The effervescent Steve Jones, vice president for community development at Jeanne D’Arc Credit Union in Lowell, may not have had a teller’s drawer for a bassinet. But he has practically grown up in the industry, being handed the reins to his first credit union less than a year after starting his first job after college.
“It was a research laboratory at the time, in Lexington,” Jones recalls. “The gentleman who was managing the credit union took a job within the company with IT, and they said, ‘How would you like to run the credit union?’ And I said, ‘Sure, I’ll give it a shot. Why not?'”
More than 35 years later, Jones has experienced almost all aspects of credit union work, but the past five years as community development officer at Jeanne D’Arc have been among the most fulfilling.
“We’ve grown so much over time, I think when I came onboard in 1996, I think I was employee 100, and over the years we’ve gotten up to 200 employees,” he said.
“As a community credit union, it felt kind of natural [to have a community development officer] … Lowell is a great city for that. There are ton of nonprofits here, and they reach out to a lot of the business community,” he said.
Jones never seems to miss any of those calls. He currently serves as chairman of the Greater Lowell Chamber of Commerce and is a board member of the Greater Lowell Family YMCA, the Cultural Organization of Lowell, the Town of Chelmsford Scholarship Fund, Chelmsford Youth Basketball League, and My Father’s House. And those commitments just scratch the surface of his charity work: He helps serve meals at the Lowell Transitional Living Center, pitches in with Rebuilding Together Lowell, works on Lowell’s Folk Festival, and rings the bell at Christmas for the Salvation Army.

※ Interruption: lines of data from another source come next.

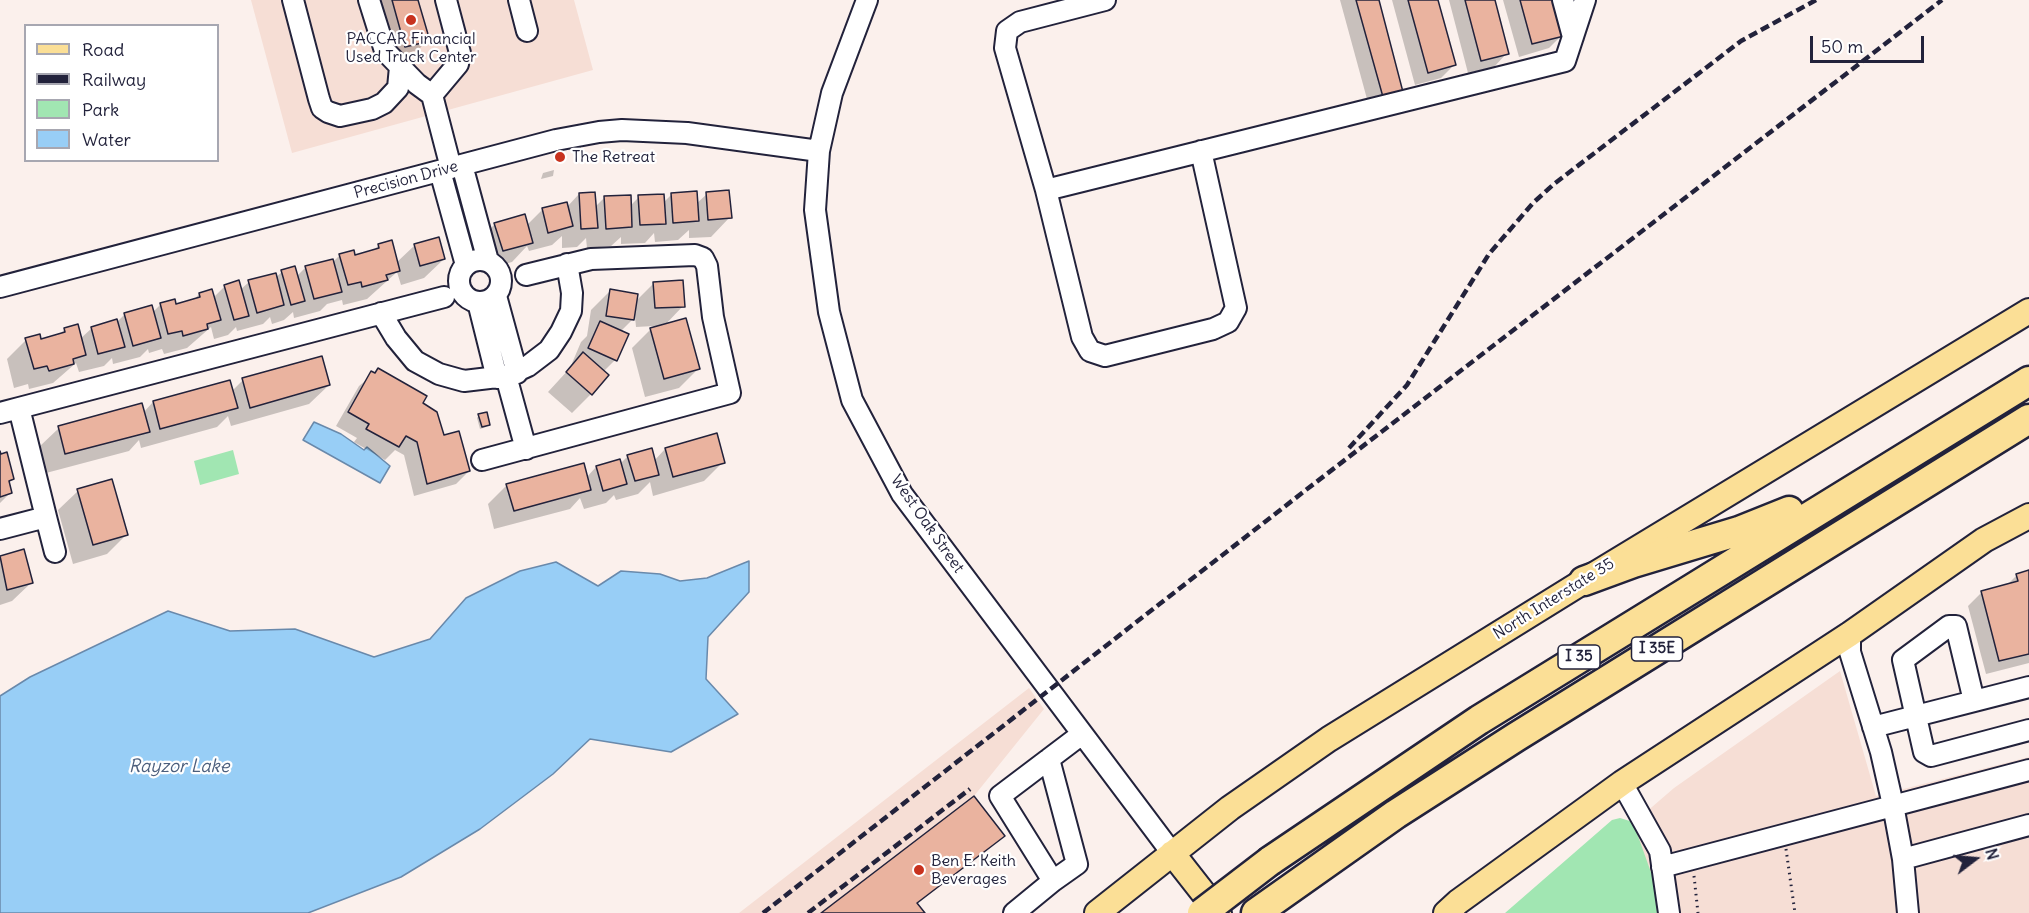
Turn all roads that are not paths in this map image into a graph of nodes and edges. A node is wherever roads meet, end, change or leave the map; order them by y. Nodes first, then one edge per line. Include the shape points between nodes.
1 (293, 0) edge
2 (369, 0) edge
3 (446, 0) edge
4 (519, 0) edge
5 (867, 0) edge
6 (1105, 0) edge
7 (1563, 0) edge
8 (1585, 0) edge
9 (527, 31) dead end
10 (1573, 37) junction
11 (400, 67) junction
12 (432, 95) junction
13 (819, 151) junction
14 (1201, 151) junction
15 (451, 168) junction
16 (1047, 190) junction
17 (488, 261) junction
18 (567, 264) junction
19 (466, 266) junction
20 (526, 275) dead end
21 (0, 287) edge
22 (444, 297) dead end
23 (487, 299) junction
24 (2029, 311) edge
25 (381, 313) junction
26 (506, 376) junction
27 (2029, 381) edge
28 (9, 410) edge
29 (2029, 419) edge
30 (526, 449) junction
31 (482, 460) dead end
32 (1894, 462) junction
33 (2029, 516) edge
34 (46, 517) junction
35 (0, 529) edge
36 (55, 552) dead end
37 (1584, 581) junction
38 (1850, 634) junction
39 (2029, 687) edge
40 (1974, 701) junction
41 (1917, 716) junction
42 (1873, 727) junction
43 (2029, 730) edge
44 (1082, 734) junction
45 (1049, 759) junction
46 (2028, 775) edge
47 (1622, 783) junction
48 (1893, 805) junction
49 (2029, 825) edge
50 (1172, 853) junction
51 (1903, 859) junction
52 (1662, 867) junction
53 (1053, 881) junction
54 (1014, 913) edge
55 (1097, 913) edge
56 (1202, 913) edge
57 (1219, 913) edge
58 (1256, 913) edge
59 (1446, 913) edge
60 (1669, 913) edge
61 (1908, 913) edge

1 - 11 street via 322,108 340,116 384,103 398,88
2 - 11 street via 385,51
3 - 12 street via 460,52 458,64
4 - 9 street
5 - 13 street, West Oak Street via 832,93
6 - 16 street via 1020,22 1007,31 1005,48
7 - 10 street
8 - 10 street
10 - 14 street via 1565,62
11 - 12 street
12 - 15 street
13 - 15 street, Precision Drive via 687,133 622,130 555,140
13 - 44 street, West Oak Street via 815,210 829,312 852,400 902,494
14 - 16 street
14 - 16 street via 1236,308 1228,322 1213,329 1105,356 1090,351 1082,337
15 - 17 street
15 - 19 street
15 - 21 street, Precision Drive
17 - 19 street via 476,260
17 - 23 street via 497,268 501,279
18 - 20 street
18 - 26 street via 571,311 561,332 549,350
18 - 30 street via 591,259 695,255 703,258 730,393
19 - 23 street via 460,276 460,287 467,297
22 - 25 street
23 - 26 street
24 - 37 main road, North Interstate 35
25 - 26 street via 415,361 439,374 464,381
25 - 28 street
26 - 30 street
27 - 32 highway, I 35
28 - 34 street
29 - 58 highway, I 35E via 1516,737
30 - 31 street
32 - 37 highway via 1740,531
32 - 56 highway, I 35, bridge via 1469,726 1270,861
33 - 38 main road via 1984,540
34 - 35 street
34 - 36 street
37 - 50 main road, North Interstate 35 via 1329,740
38 - 42 street via 1850,652
38 - 47 main road
39 - 40 street
40 - 41 street
40 - 41 street via 1956,626 1949,626 1903,660
41 - 42 street
41 - 43 street via 1924,752 1931,756
42 - 48 street
44 - 45 street
44 - 50 street, West Oak Street
45 - 53 street via 1077,864
45 - 53 street via 1000,796
46 - 48 street
47 - 52 street via 1660,851
47 - 59 main road
48 - 51 street
48 - 52 street
49 - 51 street
50 - 55 main road, North Interstate 35
50 - 57 main road, West Oak Street
51 - 61 street
52 - 60 street
53 - 54 street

In support of his nomination, Mark S. Cochran, president and CEO of Jeanne D’Arc, summed up the verdict on Jones this way: “Steve exemplifies the concept of community service and the overall mission of the credit union. His passion for helping people is evident in his actions each day.”
Putting a face – and a warm handshake – on a financial institution is all part of a days’ work for Jones.
“I think [big banks have] made our job easier,” said Jones. “I don’t think they’re user-friendly for a lot or folks and I think, during a tough economy, folks are going to gravitate toward financial institutions that are going to be helpful to them.”